Du personnel sur appel
Pour Franck Fluckiger, la plus grosse difficulté lors de la réouverture de sa terrasse a été de trouver du personnel disponible sur appel. «Lorsque la météo s’annonce morose, il faut pouvoir travailler avec un nombre limité de collaborateurs pour éviter de perdre ce que l’on a gagné les jours de grand beau», juge le gérant de Terra Brasil, qui ajoute: «la clé de cette réouverture des terrasses se situe dans la gestion du personnel à la demande». Selon Frank Fluckiger, l’idée est de se constituer une liste de personnes que l’on peut appeler à la dernière minute pour assurer un service de qualité en cas de coup de bourre. «Il faut savoir jongler ...»
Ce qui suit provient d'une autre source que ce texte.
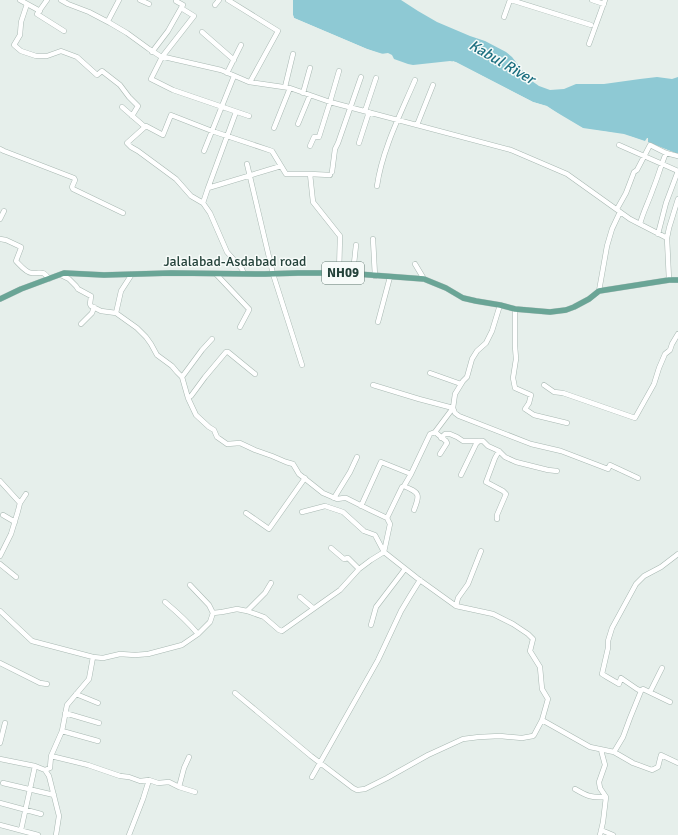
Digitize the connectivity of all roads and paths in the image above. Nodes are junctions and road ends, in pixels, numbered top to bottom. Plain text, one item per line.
1 (20, 0) edge
2 (48, 0) edge
3 (61, 0) edge
4 (75, 0) edge
5 (119, 0) edge
6 (140, 0) edge
7 (176, 0) edge
8 (219, 0) edge
9 (228, 0) edge
10 (510, 0) edge
11 (592, 0) edge
12 (604, 2) edge
13 (27, 4) junction
14 (149, 4) dead end
15 (215, 5) dead end
16 (74, 6) junction
17 (181, 8) junction
18 (40, 11) junction
19 (504, 17) dead end
20 (108, 21) junction
21 (591, 25) dead end
22 (64, 31) dead end
23 (202, 32) dead end
24 (589, 44) dead end
25 (241, 45) dead end
26 (152, 52) junction
27 (293, 54) dead end
28 (162, 57) junction
29 (234, 60) junction
30 (310, 68) dead end
31 (339, 71) dead end
32 (227, 73) junction
33 (234, 76) junction
34 (376, 78) dead end
35 (415, 80) dead end
36 (250, 82) junction
37 (433, 85) dead end
38 (288, 87) junction
39 (303, 93) junction
40 (310, 95) junction
41 (330, 102) junction
42 (122, 107) dead end
43 (222, 107) junction
44 (351, 108) junction
45 (367, 111) junction
46 (236, 112) junction
47 (132, 116) junction
48 (249, 116) dead end
49 (398, 120) junction
50 (298, 124) dead end
51 (417, 125) junction
52 (145, 127) junction
53 (274, 128) dead end
54 (212, 132) junction
55 (227, 137) junction
56 (359, 143) dead end
57 (619, 145) dead end
58 (310, 146) dead end
59 (0, 149) edge
60 (204, 151) dead end
61 (666, 153) junction
62 (678, 156) edge
63 (644, 157) junction
64 (247, 164) dead end
65 (661, 164) junction
66 (281, 166) junction
67 (678, 171) edge
68 (310, 174) junction
69 (249, 175) junction
70 (377, 186) dead end
71 (208, 188) junction
72 (678, 199) edge
73 (203, 203) junction
74 (4, 211) dead end
75 (619, 211) junction
76 (123, 213) dead end
77 (0, 220) edge
78 (640, 224) junction
79 (658, 234) junction
80 (667, 238) junction
81 (0, 239) edge
82 (373, 239) dead end
83 (356, 245) dead end
84 (415, 264) dead end
85 (339, 273) junction
86 (353, 273) junction
87 (132, 274) junction
88 (216, 274) junction
89 (244, 274) junction
90 (273, 274) junction
91 (61, 275) junction
92 (375, 276) junction
93 (390, 277) junction
94 (49, 279) junction
95 (424, 279) junction
96 (669, 280) junction
97 (678, 280) edge
98 (599, 291) junction
99 (0, 298) edge
100 (500, 305) junction
101 (94, 307) junction
102 (515, 309) junction
103 (116, 313) junction
104 (378, 322) dead end
105 (81, 324) dead end
106 (240, 327) dead end
107 (678, 334) edge
108 (212, 339) dead end
109 (302, 365) dead end
110 (430, 373) dead end
111 (255, 374) dead end
112 (182, 377) junction
113 (461, 384) junction
114 (373, 385) dead end
115 (544, 385) dead end
116 (188, 398) junction
117 (453, 408) junction
118 (567, 423) dead end
119 (435, 432) junction
120 (441, 438) junction
121 (479, 441) junction
122 (499, 451) junction
123 (440, 454) dead end
124 (358, 457) dead end
125 (557, 471) dead end
126 (411, 474) junction
127 (461, 475) dead end
128 (305, 478) junction
129 (638, 478) dead end
130 (0, 481) edge
131 (404, 486) junction
132 (26, 494) dead end
133 (334, 498) junction
134 (20, 503) junction
135 (361, 506) junction
136 (414, 510) dead end
137 (302, 512) dead end
138 (246, 513) dead end
139 (3, 515) dead end
140 (387, 518) junction
141 (497, 519) dead end
142 (15, 522) junction
143 (331, 548) dead end
144 (481, 551) dead end
145 (384, 552) junction
146 (678, 554) edge
147 (0, 556) edge
148 (0, 564) edge
149 (405, 569) junction
150 (359, 570) junction
151 (16, 577) dead end
152 (420, 580) junction
153 (271, 583) dead end
154 (190, 585) dead end
155 (300, 597) dead end
156 (165, 602) dead end
157 (456, 606) junction
158 (313, 608) junction
159 (0, 611) edge
160 (247, 611) junction
161 (213, 613) junction
162 (371, 625) dead end
163 (198, 634) junction
164 (93, 656) junction
165 (0, 663) edge
166 (662, 668) dead end
167 (47, 684) dead end
168 (641, 691) junction
169 (650, 692) junction
170 (235, 693) dead end
171 (76, 694) junction
172 (670, 702) dead end
173 (98, 703) dead end
174 (65, 713) junction
175 (542, 720) junction
176 (5, 723) dead end
177 (99, 723) dead end
178 (62, 730) junction
179 (98, 741) dead end
180 (0, 743) edge
181 (602, 750) junction
182 (614, 752) junction
183 (52, 756) junction
184 (189, 756) dead end
185 (0, 759) edge
186 (320, 763) junction
187 (678, 763) edge
188 (35, 766) junction
189 (45, 770) junction
190 (312, 776) dead end
191 (149, 780) junction
192 (4, 783) dead end
193 (179, 787) junction
194 (30, 789) junction
195 (575, 789) dead end
196 (195, 792) dead end
197 (54, 795) junction
198 (606, 797) junction
199 (0, 803) edge
200 (25, 809) junction
201 (41, 814) dead end
202 (0, 825) edge
203 (20, 830) junction
204 (600, 832) edge
205 (38, 835) edge
206 (56, 835) edge
207 (128, 835) edge
208 (613, 835) edge

1 - 13 street
2 - 18 street
3 - 16 street
4 - 16 street
5 - 20 street
6 - 14 street
7 - 17 street
8 - 15 street
9 - 36 street
10 - 19 street
10 - 21 street
11 - 12 street
12 - 24 street
13 - 18 street
13 - 47 street
16 - 20 street
17 - 26 street
17 - 28 street
18 - 22 street
20 - 26 street
23 - 29 street
25 - 29 street
26 - 28 street
27 - 38 street
28 - 32 street
28 - 43 street
29 - 32 street
30 - 39 street
31 - 41 street
32 - 33 street
33 - 36 street
33 - 43 street
34 - 45 street
35 - 49 street
36 - 38 street
37 - 51 street
38 - 39 street
38 - 53 street
39 - 40 street
40 - 41 street
40 - 50 street
41 - 44 street
41 - 58 street
42 - 47 street
43 - 46 street
43 - 54 street
44 - 44 street
44 - 45 street
44 - 68 street
45 - 49 street
45 - 56 street
46 - 48 street
46 - 55 street
47 - 52 street
49 - 51 street
49 - 70 street
51 - 75 street
52 - 54 street
52 - 73 street
54 - 55 street
54 - 60 street
55 - 66 street
55 - 71 street
57 - 63 street
59 - 76 street
61 - 62 street
61 - 63 street
61 - 65 street
63 - 65 street
63 - 75 street
64 - 69 street
65 - 67 street
65 - 78 street
66 - 68 street
66 - 69 street
67 - 79 street
68 - 85 street
69 - 71 street
69 - 90 street
71 - 73 street
72 - 80 street
73 - 89 street
74 - 77 street
75 - 78 street
75 - 98 street
78 - 79 street
79 - 80 street
80 - 96 street
81 - 94 street
82 - 92 street
83 - 86 street
84 - 95 street
85 - 86 main road, Jalalabad-Asdabad road / NH09
85 - 90 main road, Jalalabad-Asdabad road / NH09
86 - 92 main road, Jalalabad-Asdabad road / NH09
87 - 88 main road, Jalalabad-Asdabad road / NH09
87 - 91 main road, Jalalabad-Asdabad road / NH09
87 - 103 street
88 - 89 main road, Jalalabad-Asdabad road / NH09
88 - 106 street
89 - 90 main road, Jalalabad-Asdabad road / NH09
90 - 109 street
91 - 94 main road, Jalalabad-Asdabad road / NH09
91 - 101 street
92 - 93 main road, Jalalabad-Asdabad road / NH09
93 - 95 main road, Jalalabad-Asdabad road / NH09
93 - 104 street
94 - 99 main road, Jalalabad-Asdabad road / NH09
95 - 100 main road, Jalalabad-Asdabad road / NH09
96 - 97 main road, Jalalabad-Asdabad road / NH09
96 - 98 main road, Jalalabad-Asdabad road / NH09
98 - 102 main road, Jalalabad-Asdabad road / NH09
100 - 102 main road, Jalalabad-Asdabad road / NH09
100 - 113 street
101 - 103 street
101 - 105 street
102 - 118 street
103 - 112 street
107 - 115 street
108 - 112 street
110 - 113 street
111 - 116 street
112 - 116 street
113 - 117 street
114 - 117 street
116 - 128 street
117 - 119 street
117 - 129 street
119 - 120 street
119 - 126 street
120 - 121 street
120 - 123 street
121 - 122 street
121 - 127 street
122 - 125 street
122 - 141 street
124 - 133 street
126 - 131 street
126 - 135 street
128 - 133 street
128 - 138 street
130 - 134 street
131 - 136 street
131 - 140 street
132 - 134 street
133 - 135 street
134 - 142 street
135 - 140 street
137 - 145 street
139 - 142 street
140 - 145 street
142 - 147 street
143 - 150 street
144 - 157 street
145 - 149 street
145 - 150 street
146 - 168 street
148 - 151 street
149 - 152 street
149 - 162 street
150 - 158 street
152 - 157 street
152 - 186 street
153 - 160 street
154 - 161 street
155 - 158 street
156 - 163 street
157 - 175 street
158 - 160 street
159 - 164 street
160 - 161 street
161 - 163 street
163 - 164 street
164 - 171 street
165 - 167 street
166 - 169 street
168 - 169 street
168 - 182 street
169 - 172 street
170 - 186 street
171 - 173 street
171 - 174 street
174 - 177 street
174 - 178 street
175 - 181 street
175 - 186 street
176 - 180 street
178 - 179 street
178 - 183 street
181 - 182 street
181 - 198 street
182 - 187 street
183 - 189 street
183 - 191 street
184 - 193 street
185 - 188 street
186 - 190 street
188 - 189 street
188 - 194 street
189 - 197 street
191 - 193 street
191 - 207 street
192 - 194 street
193 - 196 street
194 - 197 street
194 - 200 street
195 - 198 street
197 - 206 street
198 - 204 street
199 - 200 street
200 - 201 street
200 - 203 street
202 - 203 street
203 - 205 street
204 - 208 street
A Fribourg, Stéphane Jaton s’est organisé autrement avec ses employés. «Même s’ils sont en RHT, on ne peut pas les appeler à la dernière seconde. Mais le critère de la météo nous empêche de nous organiser à l’avance. Nous avons donc fait un planning plein temps et s’il pleut, ils sont en RHT.» Qu’en est-il de la rentabilité? «Le calcul est à refaire chaque jour. Ouvrir ou toucher les subventions? Il se trouve que nous avons envie de travailler donc nous ouvrons même si ce n’est pas rentable tous les jours. On retrouve la clientèle et on réhabitue nos employés à travailler», estime Stéphane Jaton.

Réouverture complète souhaitée
Malgré un taux de fréquentation très satisfaisant et un premier week-end d’exploitation où les terrasses étaient complètes, les restaurateurs comptent sur une réouverture totale des établissements dès la fin du mois. «Devoir jongler à cause de la météo n’est vraiment pas idéal et nous empêche surtout d’honorer toutes les demandes, faute de place», précise Céline Gsponer. D’autant que, le 30 avril, la police du commerce a rendu son verdict quant à l’exploitation de la véranda de Tout un Monde: elle n’est pas autorisée, malgré les baies vitrées et portes ouvertes ...

Stéphane Jaton abonde dans le même sens: «Cette semaine, nous subissons réellement la problématique de ne pouvoir ouvrir que les terrasses. La météo changeante engendre un vrai casse-tête administratif et financier. Vivement que nous puissions ouvrir à l’intérieur en cas de mauvais temps!»


Frank Fluckiger souhaite lui aussi une réouverture complète, avec une nuance toutefois. «Si cela avait été autorisé dès le 19 avril, j’aurais été sceptique. En Valais, nous avons subi trois fermetures puis trois réouvertures, dont celle du 26 décembre qui a nous a fait perdre beaucoup de marchandise. Le pire, c’est l’effet yoyo, c’est-à-dire une fermeture ordonnée après une réouverture trop précipitée. Si on rouvre, il faut que ça dure!»